Pilkada Satu Putaran, Pilkada Pilih Pasangan Calon
Mayoritas fraksi di Komisi II Dewan Perwakilan Rakyat menginginkan kepala
daerah dicalonkan dan dipilih dalam satu paket dengan wakil kepala daerah.
Akibatnya, mekanisme pencalonan yang diatur dalam Undang-Undang Penetapan
Perppu Nomor 1 Tahun 2014 tentang Pilkada kemungkinan diubah. ”Mayoritas (fraksi) setuju paket kecuali Fraksi PDI-P dan Fraksi Demokrat,”

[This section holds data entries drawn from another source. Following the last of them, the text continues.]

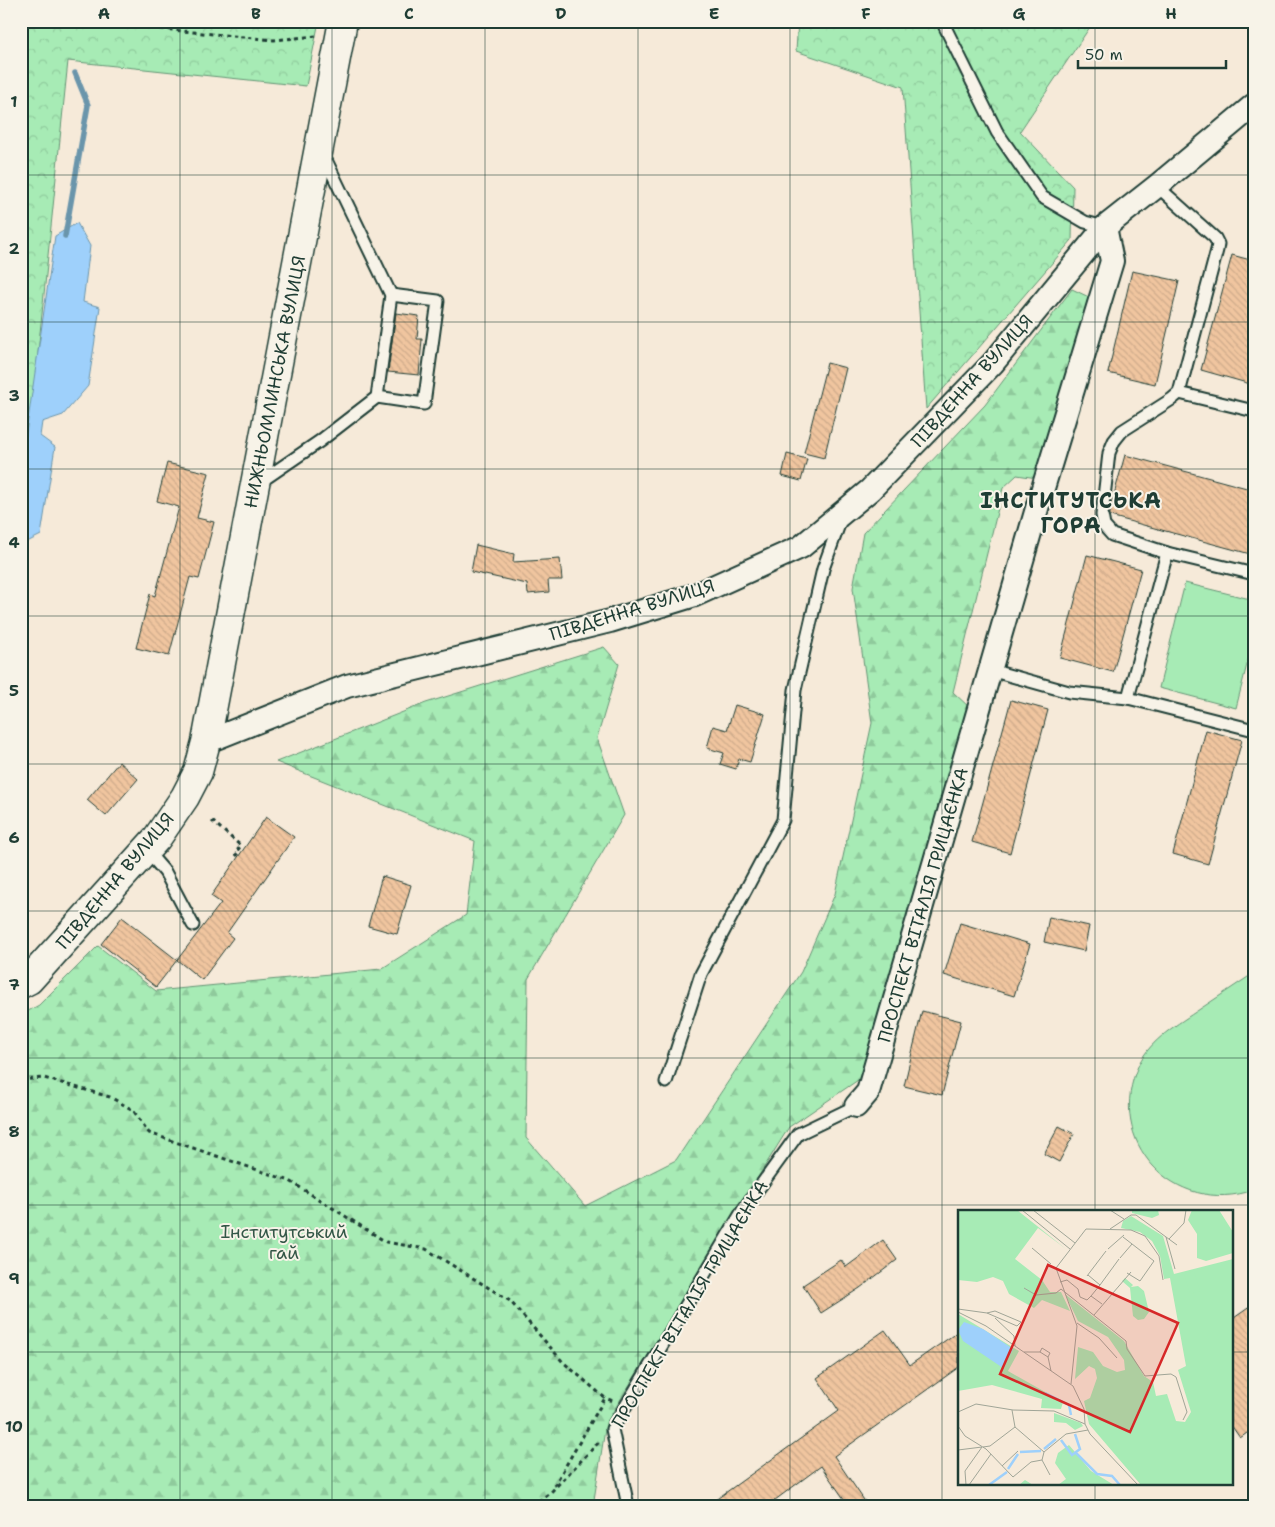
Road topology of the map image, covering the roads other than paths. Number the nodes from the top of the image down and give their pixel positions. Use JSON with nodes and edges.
{"nodes":[{"id":1,"x":942,"y":21,"type":"edge"},
{"id":2,"x":343,"y":25,"type":"edge"},
{"id":3,"x":1254,"y":105,"type":"edge"},
{"id":4,"x":319,"y":146,"type":"junction"},
{"id":5,"x":1157,"y":186,"type":"junction"},
{"id":6,"x":1105,"y":227,"type":"junction"},
{"id":7,"x":391,"y":295,"type":"junction"},
{"id":8,"x":1178,"y":393,"type":"junction"},
{"id":9,"x":377,"y":397,"type":"junction"},
{"id":10,"x":1254,"y":411,"type":"edge"},
{"id":11,"x":255,"y":485,"type":"junction"},
{"id":12,"x":844,"y":512,"type":"junction"},
{"id":13,"x":1167,"y":553,"type":"junction"},
{"id":14,"x":1254,"y":574,"type":"edge"},
{"id":15,"x":990,"y":670,"type":"junction"},
{"id":16,"x":1128,"y":698,"type":"junction"},
{"id":17,"x":1254,"y":730,"type":"edge"},
{"id":18,"x":206,"y":742,"type":"junction"},
{"id":19,"x":146,"y":850,"type":"junction"},
{"id":20,"x":193,"y":925,"type":"dead end"},
{"id":21,"x":21,"y":984,"type":"edge"},
{"id":22,"x":666,"y":1082,"type":"dead end"},
{"id":23,"x":856,"y":1106,"type":"joint"},
{"id":24,"x":628,"y":1506,"type":"edge"}],
"edges":[{"from":1,"to":6,"type":"lane"},
{"from":2,"to":4,"type":"main road","name":"НИЖНЬОМЛИНСЬКА ВУЛИЦЯ"},
{"from":3,"to":5,"type":"street","name":"ПІВДЕННА ВУЛИЦЯ"},
{"from":4,"to":7,"type":"lane"},
{"from":4,"to":11,"type":"main road","name":"НИЖНЬОМЛИНСЬКА ВУЛИЦЯ"},
{"from":5,"to":6,"type":"street","name":"ПІВДЕННА ВУЛИЦЯ"},
{"from":5,"to":8,"type":"lane"},
{"from":6,"to":12,"type":"street","name":"ПІВДЕННА ВУЛИЦЯ"},
{"from":6,"to":15,"type":"street","name":"ПРОСПЕКТ ВІТАЛІЯ ГРИЦАЄНКА"},
{"from":7,"to":9,"type":"lane"},
{"from":7,"to":9,"type":"lane"},
{"from":8,"to":10,"type":"lane"},
{"from":8,"to":13,"type":"lane"},
{"from":9,"to":11,"type":"lane"},
{"from":11,"to":18,"type":"main road","name":"НИЖНЬОМЛИНСЬКА ВУЛИЦЯ"},
{"from":12,"to":18,"type":"street","name":"ПІВДЕННА ВУЛИЦЯ"},
{"from":12,"to":22,"type":"lane"},
{"from":13,"to":14,"type":"lane"},
{"from":13,"to":16,"type":"lane"},
{"from":15,"to":16,"type":"lane"},
{"from":15,"to":23,"type":"street","name":"ПРОСПЕКТ ВІТАЛІЯ ГРИЦАЄНКА"},
{"from":16,"to":17,"type":"lane"},
{"from":18,"to":19,"type":"main road","name":"ПІВДЕННА ВУЛИЦЯ"},
{"from":19,"to":20,"type":"lane"},
{"from":19,"to":21,"type":"main road","name":"ПІВДЕННА ВУЛИЦЯ"},
{"from":23,"to":24,"type":"lane","name":"ПРОСПЕКТ ВІТАЛІЯ ГРИЦАЄНКА"}]}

kata anggota Komisi II, A Malik Haramain, sebelum rapat konsinyering Panitia
Kerja Persiapan Perubahan UU Pilkada di Jakarta, Sabtu (31/1).

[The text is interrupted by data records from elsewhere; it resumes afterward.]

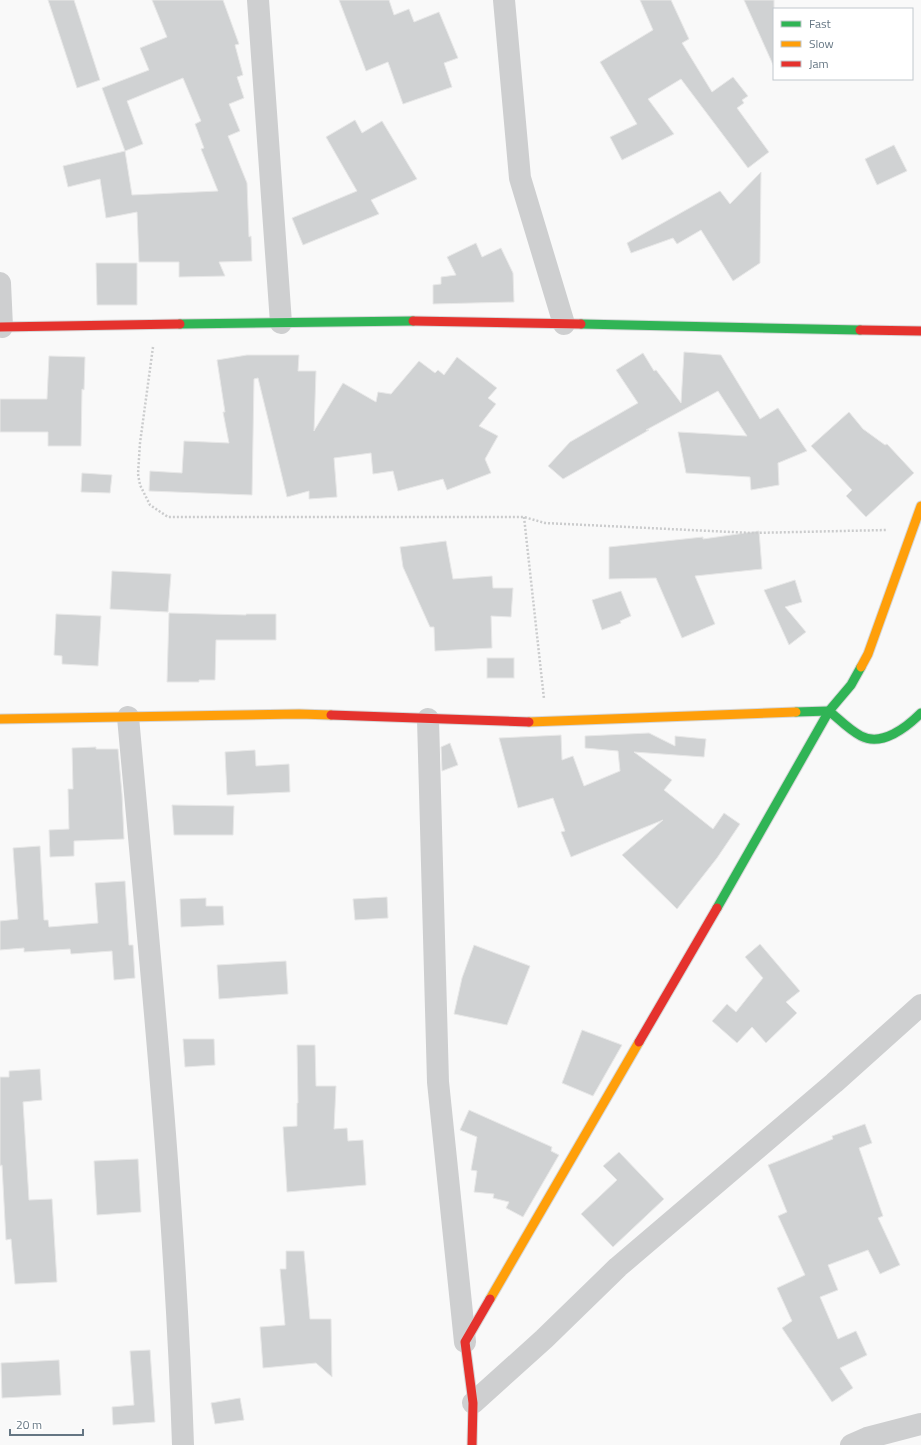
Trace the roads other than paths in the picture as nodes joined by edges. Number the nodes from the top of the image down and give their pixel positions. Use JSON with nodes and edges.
{"nodes":[{"id":1,"x":258,"y":0,"type":"edge"},
{"id":2,"x":504,"y":0,"type":"edge"},
{"id":3,"x":0,"y":283,"type":"edge"},
{"id":4,"x":281,"y":323,"type":"junction"},
{"id":5,"x":564,"y":324,"type":"junction"},
{"id":6,"x":1,"y":327,"type":"edge"},
{"id":7,"x":921,"y":331,"type":"edge"},
{"id":8,"x":921,"y":506,"type":"edge"},
{"id":9,"x":829,"y":712,"type":"junction"},
{"id":10,"x":921,"y":713,"type":"edge"},
{"id":11,"x":128,"y":717,"type":"junction"},
{"id":12,"x":0,"y":719,"type":"edge"},
{"id":13,"x":428,"y":719,"type":"junction"},
{"id":14,"x":921,"y":1005,"type":"edge"},
{"id":15,"x":465,"y":1342,"type":"junction"},
{"id":16,"x":473,"y":1403,"type":"junction"},
{"id":17,"x":919,"y":1420,"type":"edge"},
{"id":18,"x":862,"y":1443,"type":"edge"},
{"id":19,"x":183,"y":1445,"type":"edge"},
{"id":20,"x":472,"y":1445,"type":"edge"}],
"edges":[{"from":1,"to":4,"type":"street"},
{"from":2,"to":5,"type":"street"},
{"from":3,"to":6,"type":"street"},
{"from":4,"to":5,"type":"street"},
{"from":4,"to":6,"type":"street"},
{"from":5,"to":7,"type":"street"},
{"from":8,"to":9,"type":"street"},
{"from":9,"to":10,"type":"street"},
{"from":9,"to":13,"type":"street"},
{"from":9,"to":15,"type":"street"},
{"from":11,"to":12,"type":"street"},
{"from":11,"to":13,"type":"street"},
{"from":11,"to":19,"type":"street"},
{"from":13,"to":15,"type":"street"},
{"from":14,"to":16,"type":"street"},
{"from":15,"to":16,"type":"street"},
{"from":16,"to":20,"type":"street"},
{"from":17,"to":18,"type":"street"}]}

Dalam UU Penetapan Perppu No 1 Tahun 2014 tentang Pilkada, pemilihan
langsung hanya dilakukan terhadap kepala daerah. Sementara wakil kepala daerah
dipilih oleh kepala daerah.Malik menuturkan, pertimbangan kepala daerah dipilih
berpasangan dengan wakil kepala daerah adalah karena wakil kepala daerah
merupakan jabatan politik, bukan karier. Selain itu juga agar wakil kepala
daerah memiliki legitimasi yang sama dengan kepala daerah, karena sama-sama
dipilih langsung oleh rakyat.
Sementara F-PDIP menginginkan hanya kepala daerah yang dipilih langsung,
seperti diatur dalam UU Pilkada, dengan alasan demi efektivitas pemerintahan
daerah. ”Pengalaman selama ini, banyak kepala daerah dan wakil kepala daerah
pecah kongsi sehingga akibatnya pemerintahan tak berjalan efektif,” kata
anggota Komisi II dari F-PDIP, Arif Wibowo.

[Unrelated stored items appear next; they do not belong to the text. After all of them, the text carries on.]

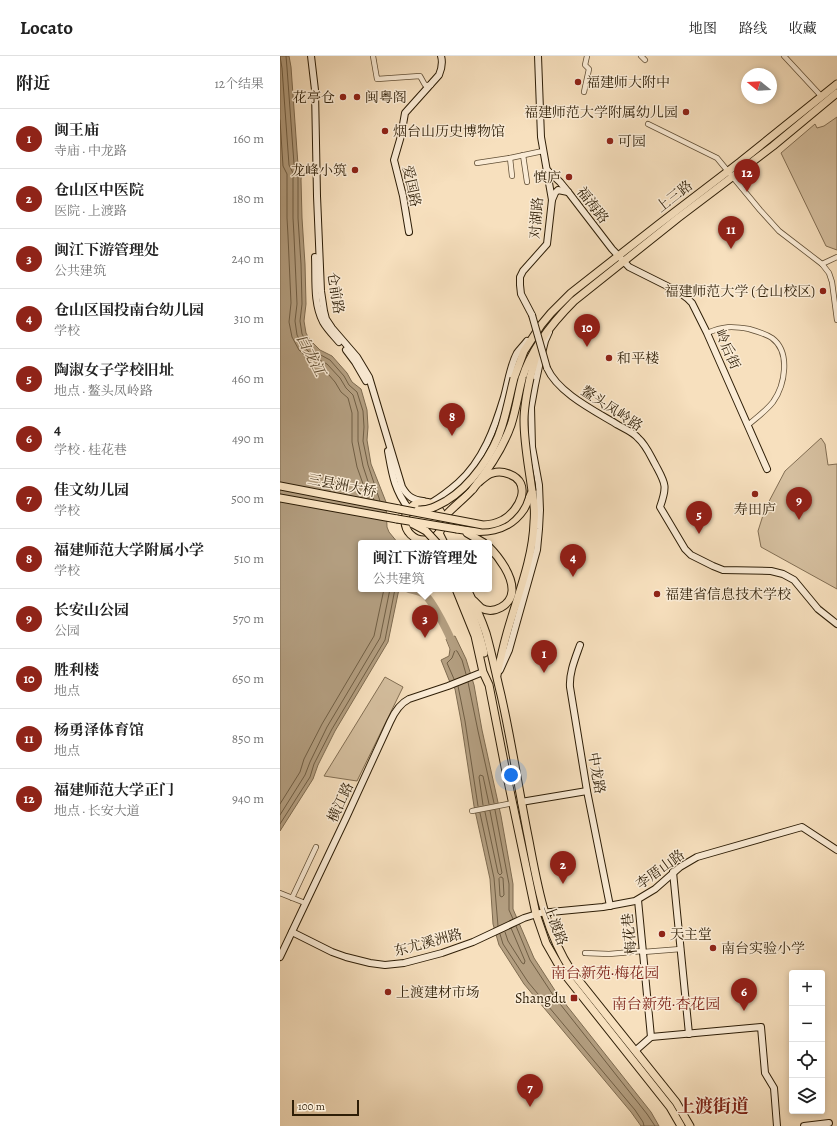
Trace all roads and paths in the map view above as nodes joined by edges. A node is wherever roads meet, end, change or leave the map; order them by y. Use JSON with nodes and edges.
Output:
{"nodes":[{"id":1,"x":308,"y":56,"type":"edge"},
{"id":2,"x":311,"y":56,"type":"edge"},
{"id":3,"x":373,"y":56,"type":"edge"},
{"id":4,"x":441,"y":56,"type":"edge"},
{"id":5,"x":538,"y":56,"type":"edge"},
{"id":6,"x":587,"y":56,"type":"edge"},
{"id":7,"x":784,"y":56,"type":"edge"},
{"id":8,"x":837,"y":84,"type":"edge"},
{"id":9,"x":431,"y":85,"type":"junction"},
{"id":10,"x":584,"y":92,"type":"dead end"},
{"id":11,"x":837,"y":93,"type":"edge"},
{"id":12,"x":822,"y":97,"type":"junction"},
{"id":13,"x":648,"y":124,"type":"dead end"},
{"id":14,"x":542,"y":151,"type":"junction"},
{"id":15,"x":523,"y":155,"type":"junction"},
{"id":16,"x":510,"y":158,"type":"junction"},
{"id":17,"x":477,"y":163,"type":"dead end"},
{"id":18,"x":547,"y":170,"type":"junction"},
{"id":19,"x":730,"y":174,"type":"junction"},
{"id":20,"x":512,"y":176,"type":"dead end"},
{"id":21,"x":527,"y":182,"type":"dead end"},
{"id":22,"x":569,"y":192,"type":"junction"},
{"id":23,"x":552,"y":200,"type":"junction"},
{"id":24,"x":409,"y":232,"type":"dead end"},
{"id":25,"x":837,"y":257,"type":"edge"},
{"id":26,"x":621,"y":259,"type":"junction"},
{"id":27,"x":822,"y":264,"type":"junction"},
{"id":28,"x":632,"y":270,"type":"joint"},
{"id":29,"x":556,"y":320,"type":"junction"},
{"id":30,"x":837,"y":320,"type":"edge"},
{"id":31,"x":541,"y":325,"type":"junction"},
{"id":32,"x":707,"y":333,"type":"junction"},
{"id":33,"x":539,"y":344,"type":"junction"},
{"id":34,"x":547,"y":368,"type":"joint"},
{"id":35,"x":518,"y":378,"type":"junction"},
{"id":36,"x":501,"y":407,"type":"junction"},
{"id":37,"x":531,"y":413,"type":"junction"},
{"id":38,"x":748,"y":425,"type":"junction"},
{"id":39,"x":767,"y":468,"type":"dead end"},
{"id":40,"x":478,"y":483,"type":"junction"},
{"id":41,"x":280,"y":486,"type":"edge"},
{"id":42,"x":472,"y":488,"type":"junction"},
{"id":43,"x":532,"y":491,"type":"junction"},
{"id":44,"x":280,"y":498,"type":"edge"},
{"id":45,"x":423,"y":501,"type":"junction"},
{"id":46,"x":431,"y":503,"type":"junction"},
{"id":47,"x":399,"y":509,"type":"junction"},
{"id":48,"x":409,"y":509,"type":"junction"},
{"id":49,"x":443,"y":515,"type":"junction"},
{"id":50,"x":397,"y":519,"type":"junction"},
{"id":51,"x":457,"y":529,"type":"junction"},
{"id":52,"x":439,"y":533,"type":"junction"},
{"id":53,"x":420,"y":540,"type":"edge"},
{"id":54,"x":429,"y":540,"type":"edge"},
{"id":55,"x":434,"y":540,"type":"edge"},
{"id":56,"x":442,"y":540,"type":"edge"},
{"id":57,"x":479,"y":540,"type":"edge"},
{"id":58,"x":492,"y":550,"type":"edge"},
{"id":59,"x":457,"y":592,"type":"edge"},
{"id":60,"x":463,"y":592,"type":"edge"},
{"id":61,"x":468,"y":592,"type":"edge"},
{"id":62,"x":472,"y":599,"type":"junction"},
{"id":63,"x":837,"y":624,"type":"edge"},
{"id":64,"x":580,"y":645,"type":"dead end"},
{"id":65,"x":480,"y":673,"type":"junction"},
{"id":66,"x":497,"y":677,"type":"junction"},
{"id":67,"x":489,"y":685,"type":"junction"},
{"id":68,"x":587,"y":791,"type":"junction"},
{"id":69,"x":521,"y":802,"type":"junction"},
{"id":70,"x":513,"y":803,"type":"junction"},
{"id":71,"x":472,"y":811,"type":"dead end"},
{"id":72,"x":316,"y":847,"type":"dead end"},
{"id":73,"x":837,"y":850,"type":"edge"},
{"id":74,"x":673,"y":872,"type":"junction"},
{"id":75,"x":280,"y":893,"type":"edge"},
{"id":76,"x":292,"y":898,"type":"junction"},
{"id":77,"x":638,"y":900,"type":"junction"},
{"id":78,"x":305,"y":903,"type":"junction"},
{"id":79,"x":610,"y":906,"type":"junction"},
{"id":80,"x":544,"y":912,"type":"junction"},
{"id":81,"x":536,"y":914,"type":"junction"},
{"id":82,"x":524,"y":918,"type":"joint"},
{"id":83,"x":292,"y":932,"type":"junction"},
{"id":84,"x":681,"y":949,"type":"junction"},
{"id":85,"x":643,"y":952,"type":"junction"},
{"id":86,"x":585,"y":953,"type":"dead end"},
{"id":87,"x":280,"y":957,"type":"edge"},
{"id":88,"x":689,"y":1034,"type":"junction"},
{"id":89,"x":651,"y":1037,"type":"junction"},
{"id":90,"x":636,"y":1051,"type":"junction"},
{"id":91,"x":829,"y":1123,"type":"dead end"},
{"id":92,"x":682,"y":1126,"type":"edge"},
{"id":93,"x":690,"y":1126,"type":"edge"},
{"id":94,"x":778,"y":1126,"type":"edge"},
{"id":95,"x":804,"y":1126,"type":"edge"}],
"edges":[{"from":1,"to":48,"type":"street","name":"仓前路"},
{"from":2,"to":45,"type":"street","name":"仓前路"},
{"from":3,"to":9,"type":"street"},
{"from":4,"to":9,"type":"street","name":"爱国路"},
{"from":5,"to":14,"type":"street","name":"对湖路"},
{"from":6,"to":10,"type":"street"},
{"from":7,"to":12,"type":"street"},
{"from":8,"to":12,"type":"main road","name":"上三路"},
{"from":9,"to":24,"type":"street","name":"爱国路"},
{"from":11,"to":19,"type":"main road","name":"上三路"},
{"from":12,"to":19,"type":"main road","name":"上三路"},
{"from":13,"to":19,"type":"street"},
{"from":14,"to":15,"type":"street"},
{"from":14,"to":18,"type":"street","name":"对湖路"},
{"from":15,"to":16,"type":"street"},
{"from":15,"to":21,"type":"street"},
{"from":16,"to":17,"type":"street"},
{"from":16,"to":20,"type":"street"},
{"from":18,"to":22,"type":"street","name":"福海路"},
{"from":18,"to":23,"type":"street","name":"对湖路"},
{"from":19,"to":26,"type":"main road","name":"上三路"},
{"from":19,"to":27,"type":"street"},
{"from":22,"to":23,"type":"street"},
{"from":22,"to":26,"type":"street","name":"福海路"},
{"from":23,"to":34,"type":"street","name":"对湖路","bridge":true},
{"from":25,"to":27,"type":"street"},
{"from":26,"to":28,"type":"street","name":"福海路"},
{"from":26,"to":29,"type":"main road","name":"上三路"},
{"from":26,"to":31,"type":"main road","name":"上三路"},
{"from":27,"to":30,"type":"street"},
{"from":28,"to":32,"type":"street","name":"岭后街"},
{"from":29,"to":33,"type":"main road","name":"上三路"},
{"from":29,"to":37,"type":"street"},
{"from":31,"to":35,"type":"main road","name":"上三路"},
{"from":31,"to":36,"type":"street"},
{"from":32,"to":38,"type":"street","name":"岭后街"},
{"from":32,"to":38,"type":"street"},
{"from":33,"to":35,"type":"main road","name":"上三路"},
{"from":33,"to":43,"type":"main road","bridge":true},
{"from":34,"to":63,"type":"street","name":"鳌头凤岭路"},
{"from":35,"to":40,"type":"main road","bridge":true},
{"from":35,"to":42,"type":"main road","bridge":true},
{"from":35,"to":47,"type":"main road","bridge":true},
{"from":36,"to":37,"type":"street"},
{"from":36,"to":46,"type":"street"},
{"from":37,"to":66,"type":"street"},
{"from":38,"to":39,"type":"street","name":"岭后街"},
{"from":40,"to":42,"type":"main road","bridge":true},
{"from":40,"to":47,"type":"main road","bridge":true},
{"from":41,"to":47,"type":"main road","name":"三县洲大桥"},
{"from":42,"to":49,"type":"main road"},
{"from":43,"to":51,"type":"main road"},
{"from":43,"to":66,"type":"main road"},
{"from":44,"to":50,"type":"main road","name":"三县洲大桥"},
{"from":45,"to":46,"type":"main road"},
{"from":45,"to":48,"type":"main road"},
{"from":46,"to":49,"type":"main road"},
{"from":48,"to":53,"type":"main road"},
{"from":49,"to":52,"type":"main road"},
{"from":50,"to":51,"type":"main road","bridge":true},
{"from":50,"to":55,"type":"main road","bridge":true},
{"from":51,"to":57,"type":"main road"},
{"from":52,"to":54,"type":"main road"},
{"from":52,"to":56,"type":"main road"},
{"from":58,"to":62,"type":"main road"},
{"from":59,"to":65,"type":"main road","name":"上渡路"},
{"from":60,"to":67,"type":"main road"},
{"from":61,"to":62,"type":"main road","name":"上渡路"},
{"from":62,"to":66,"type":"main road","name":"上渡路"},
{"from":64,"to":68,"type":"street","name":"中龙路"},
{"from":65,"to":67,"type":"main road","name":"上渡路"},
{"from":65,"to":78,"type":"street","name":"横江路"},
{"from":66,"to":69,"type":"main road","name":"上渡路"},
{"from":67,"to":70,"type":"main road","name":"上渡路"},
{"from":68,"to":69,"type":"street"},
{"from":68,"to":79,"type":"street","name":"中龙路"},
{"from":69,"to":80,"type":"main road","name":"上渡路"},
{"from":70,"to":71,"type":"street"},
{"from":70,"to":81,"type":"main road","name":"上渡路"},
{"from":72,"to":76,"type":"street"},
{"from":73,"to":74,"type":"street","name":"李厝山路"},
{"from":74,"to":77,"type":"street","name":"李厝山路"},
{"from":74,"to":84,"type":"street"},
{"from":75,"to":76,"type":"street"},
{"from":76,"to":78,"type":"street"},
{"from":77,"to":79,"type":"street","name":"李厝山路"},
{"from":77,"to":85,"type":"street","name":"梅花巷"},
{"from":78,"to":83,"type":"street","name":"横江路"},
{"from":79,"to":80,"type":"street","name":"李厝山路"},
{"from":80,"to":81,"type":"street","name":"李厝山路"},
{"from":80,"to":90,"type":"main road","name":"上渡路"},
{"from":81,"to":82,"type":"street","name":"李厝山路"},
{"from":81,"to":92,"type":"main road","name":"上渡路"},
{"from":82,"to":83,"type":"street","name":"东尤溪洲路"},
{"from":83,"to":87,"type":"street","name":"横江路"},
{"from":84,"to":85,"type":"street"},
{"from":84,"to":88,"type":"street"},
{"from":85,"to":86,"type":"street"},
{"from":85,"to":89,"type":"street","name":"梅花巷"},
{"from":88,"to":89,"type":"street"},
{"from":88,"to":94,"type":"street"},
{"from":89,"to":90,"type":"street"},
{"from":90,"to":93,"type":"main road","name":"上渡路"},
{"from":91,"to":95,"type":"street"}]}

Konflik antara kepala daerah dan wakil kepala daerah, menurut Arif, kerap
terjadi lantaran wakil kepala daerah merasa memiliki legitimasi yang sama kuat
dengan kepala daerah. Dengan pemilihan tidak satu paket, diyakini legitimasi
kepala daerah akan lebih kuat. F-PDIP juga mengusulkan pemilihan kepala daerah
pengganti untuk mengantisipasi kepala daerah berhalangan tetap. Calon kepala
daerah pengganti diusulkan oleh partai politik pengusung kepala daerah yang
berhalangan tetap kepada DPRD. DPRD-lah yang berwenang memberikan persetujuan.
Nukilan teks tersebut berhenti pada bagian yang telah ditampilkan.